Landscape Architecture: Waller Creek (10.27.2005)

 

            I think the most important aspect of campus architecture is its ability to create a balance for the students.  For example, the destruction of nature provokes the question “Whither shall the youthful student now betake himself, what relief will he find, for his eyes, wearied with intense reading, now that the pleasant stream is taken from him” (315).  Nature offers a relief from studies, a “psychological therapy…what the mind cannot supply” (660). 

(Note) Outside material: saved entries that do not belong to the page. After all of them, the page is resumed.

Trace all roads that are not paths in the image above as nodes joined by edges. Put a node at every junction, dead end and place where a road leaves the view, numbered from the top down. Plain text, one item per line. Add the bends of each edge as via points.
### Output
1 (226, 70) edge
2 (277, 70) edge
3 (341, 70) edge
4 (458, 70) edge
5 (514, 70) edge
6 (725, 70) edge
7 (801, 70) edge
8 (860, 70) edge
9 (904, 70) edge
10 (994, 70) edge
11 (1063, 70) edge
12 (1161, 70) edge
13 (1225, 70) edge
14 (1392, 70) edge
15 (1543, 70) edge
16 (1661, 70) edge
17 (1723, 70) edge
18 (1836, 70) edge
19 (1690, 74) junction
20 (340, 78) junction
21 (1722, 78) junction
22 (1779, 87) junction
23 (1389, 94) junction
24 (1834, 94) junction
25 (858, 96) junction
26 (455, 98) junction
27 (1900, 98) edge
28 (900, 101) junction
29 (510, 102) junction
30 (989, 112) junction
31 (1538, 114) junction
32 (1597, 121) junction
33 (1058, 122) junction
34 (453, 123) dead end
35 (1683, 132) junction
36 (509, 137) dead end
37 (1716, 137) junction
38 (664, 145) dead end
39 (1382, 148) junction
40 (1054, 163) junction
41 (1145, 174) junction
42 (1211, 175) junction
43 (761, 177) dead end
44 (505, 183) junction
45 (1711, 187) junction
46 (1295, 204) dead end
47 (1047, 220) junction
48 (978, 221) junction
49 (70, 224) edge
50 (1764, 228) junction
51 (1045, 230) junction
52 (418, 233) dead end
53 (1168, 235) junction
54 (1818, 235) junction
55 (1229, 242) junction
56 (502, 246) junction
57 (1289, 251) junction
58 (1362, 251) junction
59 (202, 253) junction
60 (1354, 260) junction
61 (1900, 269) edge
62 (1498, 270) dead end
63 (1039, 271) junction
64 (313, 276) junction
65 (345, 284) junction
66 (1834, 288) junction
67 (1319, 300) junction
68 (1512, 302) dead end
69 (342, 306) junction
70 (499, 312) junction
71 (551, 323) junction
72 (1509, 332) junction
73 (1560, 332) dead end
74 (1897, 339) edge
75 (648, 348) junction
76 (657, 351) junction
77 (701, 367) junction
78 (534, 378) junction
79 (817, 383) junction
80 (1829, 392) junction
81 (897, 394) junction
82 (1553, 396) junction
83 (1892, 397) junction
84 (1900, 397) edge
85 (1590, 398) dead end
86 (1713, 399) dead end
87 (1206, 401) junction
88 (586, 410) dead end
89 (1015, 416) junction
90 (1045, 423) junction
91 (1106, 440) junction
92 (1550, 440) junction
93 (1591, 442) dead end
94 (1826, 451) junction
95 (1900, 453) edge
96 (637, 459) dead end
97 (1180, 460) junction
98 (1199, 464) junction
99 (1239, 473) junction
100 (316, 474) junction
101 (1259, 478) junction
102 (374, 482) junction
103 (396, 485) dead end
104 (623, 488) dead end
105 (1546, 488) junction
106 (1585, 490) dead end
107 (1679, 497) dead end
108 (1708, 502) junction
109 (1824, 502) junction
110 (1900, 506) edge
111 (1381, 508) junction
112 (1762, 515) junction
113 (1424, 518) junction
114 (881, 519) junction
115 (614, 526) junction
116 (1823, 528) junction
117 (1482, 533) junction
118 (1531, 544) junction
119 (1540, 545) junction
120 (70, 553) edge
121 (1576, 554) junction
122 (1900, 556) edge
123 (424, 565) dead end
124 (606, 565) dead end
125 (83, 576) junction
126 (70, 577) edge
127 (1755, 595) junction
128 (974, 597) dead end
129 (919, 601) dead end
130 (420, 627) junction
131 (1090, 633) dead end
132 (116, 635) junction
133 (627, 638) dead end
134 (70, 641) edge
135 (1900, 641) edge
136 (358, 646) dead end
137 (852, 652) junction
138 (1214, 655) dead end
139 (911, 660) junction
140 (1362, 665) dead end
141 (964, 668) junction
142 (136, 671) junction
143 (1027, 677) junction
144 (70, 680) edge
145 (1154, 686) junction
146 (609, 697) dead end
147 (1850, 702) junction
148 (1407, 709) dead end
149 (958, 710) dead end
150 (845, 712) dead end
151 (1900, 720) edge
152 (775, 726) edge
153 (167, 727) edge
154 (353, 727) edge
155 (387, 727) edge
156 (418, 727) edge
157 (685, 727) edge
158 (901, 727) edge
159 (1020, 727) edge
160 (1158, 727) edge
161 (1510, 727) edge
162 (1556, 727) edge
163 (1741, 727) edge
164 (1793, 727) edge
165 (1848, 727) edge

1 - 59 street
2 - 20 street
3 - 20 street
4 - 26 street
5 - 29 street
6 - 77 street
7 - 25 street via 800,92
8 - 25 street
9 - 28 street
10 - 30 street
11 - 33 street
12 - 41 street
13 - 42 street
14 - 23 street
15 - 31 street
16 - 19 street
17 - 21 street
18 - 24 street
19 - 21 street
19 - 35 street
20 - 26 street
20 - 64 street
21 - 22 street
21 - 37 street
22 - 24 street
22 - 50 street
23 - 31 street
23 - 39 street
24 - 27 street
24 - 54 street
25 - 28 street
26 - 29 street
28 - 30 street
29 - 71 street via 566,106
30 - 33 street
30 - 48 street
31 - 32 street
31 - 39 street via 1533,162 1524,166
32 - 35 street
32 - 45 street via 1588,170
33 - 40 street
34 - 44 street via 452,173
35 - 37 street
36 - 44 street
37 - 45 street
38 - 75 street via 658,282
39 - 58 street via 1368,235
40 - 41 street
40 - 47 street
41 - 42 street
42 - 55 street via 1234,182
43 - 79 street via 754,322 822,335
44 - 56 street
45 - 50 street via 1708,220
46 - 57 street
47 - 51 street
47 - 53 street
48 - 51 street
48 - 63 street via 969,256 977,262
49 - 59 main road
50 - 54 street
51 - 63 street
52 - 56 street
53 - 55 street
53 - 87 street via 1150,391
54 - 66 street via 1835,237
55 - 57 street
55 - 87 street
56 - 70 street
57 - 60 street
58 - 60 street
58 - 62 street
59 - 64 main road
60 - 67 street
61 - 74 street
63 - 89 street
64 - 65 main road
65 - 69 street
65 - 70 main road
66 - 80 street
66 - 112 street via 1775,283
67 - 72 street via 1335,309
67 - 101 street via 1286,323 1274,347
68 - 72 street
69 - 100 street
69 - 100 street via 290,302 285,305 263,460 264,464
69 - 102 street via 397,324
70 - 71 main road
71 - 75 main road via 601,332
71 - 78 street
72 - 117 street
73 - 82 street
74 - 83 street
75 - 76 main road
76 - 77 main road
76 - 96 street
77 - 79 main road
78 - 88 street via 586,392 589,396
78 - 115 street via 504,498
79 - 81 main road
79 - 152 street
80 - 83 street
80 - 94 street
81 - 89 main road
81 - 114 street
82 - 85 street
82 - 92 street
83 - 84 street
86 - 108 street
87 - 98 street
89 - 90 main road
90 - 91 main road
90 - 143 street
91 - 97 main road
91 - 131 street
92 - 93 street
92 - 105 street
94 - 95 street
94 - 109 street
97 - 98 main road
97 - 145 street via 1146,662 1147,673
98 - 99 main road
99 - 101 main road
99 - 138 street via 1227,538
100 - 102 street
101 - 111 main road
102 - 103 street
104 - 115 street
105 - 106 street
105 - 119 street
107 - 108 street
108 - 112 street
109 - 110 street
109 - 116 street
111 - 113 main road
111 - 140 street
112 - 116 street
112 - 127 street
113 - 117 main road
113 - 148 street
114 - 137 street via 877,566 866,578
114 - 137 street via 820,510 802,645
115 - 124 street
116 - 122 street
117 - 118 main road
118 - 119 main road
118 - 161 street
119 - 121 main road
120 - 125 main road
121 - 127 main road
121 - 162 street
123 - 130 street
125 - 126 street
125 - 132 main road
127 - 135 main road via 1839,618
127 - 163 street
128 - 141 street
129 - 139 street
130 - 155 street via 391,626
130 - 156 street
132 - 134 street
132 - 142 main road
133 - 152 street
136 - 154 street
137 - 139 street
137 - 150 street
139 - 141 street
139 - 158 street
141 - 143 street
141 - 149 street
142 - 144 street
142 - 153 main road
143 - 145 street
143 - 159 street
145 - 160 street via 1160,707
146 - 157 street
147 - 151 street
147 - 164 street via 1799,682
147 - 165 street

            Outside of campus architectures’ benefits for the students are the benefits for society.  Fundamentally, “beauty is not a luxury; it is a necessity, a positive agency of survival, a deterrent to the terrorism with which our world is infested.  And in cities-most of all those which, like ours, are growing too fast-we should be giving high priority to preserving every natural pocket still available, with the practical aim of helping preserve ourselves” (661).  Beauty and nature is a necessity for, as Jones explains “If it doesn’t really ‘keep me young’ as we sometimes sentimentally allege of our elderly pursuits, it may keep me from aging as rapidly as otherwise I might; and I have been perennially grateful for my brief yet almost daily contact with earth and rock and flowing water along this beautify stream”, meaning that active involvement in nature keeps people healthy (662). 

            With this understanding of beauty, is it easy to see why people furiously look on at the destruction of nature?  One possible outlook is offered by a student at Cornell in his blatant statement “’to say this space is needed for cars is sad’”, reflecting the obvious objections toward the destruction of nature.